PROBLEM REQUIREMENTS — Tally every line of the listing below that holds "graph", then give the tally alone.

=-=-=-=-=

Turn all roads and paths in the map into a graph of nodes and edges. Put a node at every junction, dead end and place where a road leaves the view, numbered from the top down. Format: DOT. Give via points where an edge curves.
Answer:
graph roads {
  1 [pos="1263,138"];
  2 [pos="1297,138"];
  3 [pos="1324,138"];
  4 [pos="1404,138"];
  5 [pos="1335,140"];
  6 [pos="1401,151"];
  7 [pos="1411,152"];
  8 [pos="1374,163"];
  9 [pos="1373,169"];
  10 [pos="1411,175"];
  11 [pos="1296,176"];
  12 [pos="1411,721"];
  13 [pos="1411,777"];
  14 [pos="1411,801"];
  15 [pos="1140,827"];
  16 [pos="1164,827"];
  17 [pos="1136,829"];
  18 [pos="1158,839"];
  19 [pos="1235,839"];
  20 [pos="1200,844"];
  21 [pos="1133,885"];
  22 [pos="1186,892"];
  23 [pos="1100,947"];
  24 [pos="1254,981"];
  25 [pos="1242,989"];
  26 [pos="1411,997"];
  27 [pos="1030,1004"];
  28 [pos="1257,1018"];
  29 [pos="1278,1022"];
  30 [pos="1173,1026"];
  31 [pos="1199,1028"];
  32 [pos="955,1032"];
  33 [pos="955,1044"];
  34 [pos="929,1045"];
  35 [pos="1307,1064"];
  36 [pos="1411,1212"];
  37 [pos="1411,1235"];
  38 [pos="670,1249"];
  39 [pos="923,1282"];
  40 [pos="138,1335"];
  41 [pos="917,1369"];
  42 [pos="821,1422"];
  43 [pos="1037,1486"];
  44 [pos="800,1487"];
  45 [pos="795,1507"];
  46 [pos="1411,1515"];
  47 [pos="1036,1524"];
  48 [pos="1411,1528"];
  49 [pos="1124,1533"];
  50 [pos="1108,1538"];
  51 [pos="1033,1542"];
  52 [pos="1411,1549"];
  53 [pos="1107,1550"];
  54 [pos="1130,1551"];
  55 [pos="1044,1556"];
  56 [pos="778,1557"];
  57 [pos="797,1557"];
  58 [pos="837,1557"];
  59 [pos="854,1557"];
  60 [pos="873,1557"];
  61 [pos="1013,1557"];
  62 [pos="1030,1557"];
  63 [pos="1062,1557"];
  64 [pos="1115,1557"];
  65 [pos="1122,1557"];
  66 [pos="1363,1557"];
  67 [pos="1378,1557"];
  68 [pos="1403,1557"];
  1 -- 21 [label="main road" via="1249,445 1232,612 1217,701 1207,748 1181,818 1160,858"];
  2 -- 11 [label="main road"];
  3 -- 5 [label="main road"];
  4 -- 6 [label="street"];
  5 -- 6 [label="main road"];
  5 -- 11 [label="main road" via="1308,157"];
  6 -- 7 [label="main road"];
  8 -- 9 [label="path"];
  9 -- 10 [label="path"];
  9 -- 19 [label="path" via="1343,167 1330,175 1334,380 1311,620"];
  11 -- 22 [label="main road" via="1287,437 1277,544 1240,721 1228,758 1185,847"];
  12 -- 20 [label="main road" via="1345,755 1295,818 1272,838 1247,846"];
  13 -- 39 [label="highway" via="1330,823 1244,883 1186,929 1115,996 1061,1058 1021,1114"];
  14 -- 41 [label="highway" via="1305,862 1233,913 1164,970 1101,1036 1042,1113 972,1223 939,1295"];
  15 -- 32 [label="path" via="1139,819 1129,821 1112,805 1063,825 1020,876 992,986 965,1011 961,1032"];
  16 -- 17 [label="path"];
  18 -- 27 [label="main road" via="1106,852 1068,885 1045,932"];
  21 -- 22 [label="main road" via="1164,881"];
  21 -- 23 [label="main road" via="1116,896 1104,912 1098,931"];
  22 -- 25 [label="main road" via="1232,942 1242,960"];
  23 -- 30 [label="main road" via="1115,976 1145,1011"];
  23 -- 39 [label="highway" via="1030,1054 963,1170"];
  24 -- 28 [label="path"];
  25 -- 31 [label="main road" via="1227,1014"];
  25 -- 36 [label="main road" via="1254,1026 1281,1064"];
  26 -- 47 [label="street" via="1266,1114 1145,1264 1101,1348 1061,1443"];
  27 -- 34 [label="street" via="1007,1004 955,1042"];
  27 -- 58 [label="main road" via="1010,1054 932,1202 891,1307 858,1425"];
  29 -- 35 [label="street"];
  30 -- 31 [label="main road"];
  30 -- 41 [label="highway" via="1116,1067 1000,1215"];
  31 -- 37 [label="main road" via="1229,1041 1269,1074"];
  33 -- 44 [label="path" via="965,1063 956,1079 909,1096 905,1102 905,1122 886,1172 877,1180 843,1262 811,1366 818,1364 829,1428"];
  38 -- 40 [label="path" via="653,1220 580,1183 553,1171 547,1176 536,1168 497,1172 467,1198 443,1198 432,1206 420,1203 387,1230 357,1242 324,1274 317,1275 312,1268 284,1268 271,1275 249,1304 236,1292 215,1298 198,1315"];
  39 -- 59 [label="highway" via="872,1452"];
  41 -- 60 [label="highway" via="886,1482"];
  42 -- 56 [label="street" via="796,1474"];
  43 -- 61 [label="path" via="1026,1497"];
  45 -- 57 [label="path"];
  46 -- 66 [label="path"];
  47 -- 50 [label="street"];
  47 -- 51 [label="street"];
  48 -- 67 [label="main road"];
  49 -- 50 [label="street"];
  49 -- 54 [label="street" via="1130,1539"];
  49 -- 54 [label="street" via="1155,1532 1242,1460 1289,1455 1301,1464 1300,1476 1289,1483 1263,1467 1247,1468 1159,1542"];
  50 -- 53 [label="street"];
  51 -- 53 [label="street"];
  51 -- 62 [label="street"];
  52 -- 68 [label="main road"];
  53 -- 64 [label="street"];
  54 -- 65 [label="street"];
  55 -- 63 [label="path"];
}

=-=-=-=-=

RESULT OF THIS EXERCISE — 2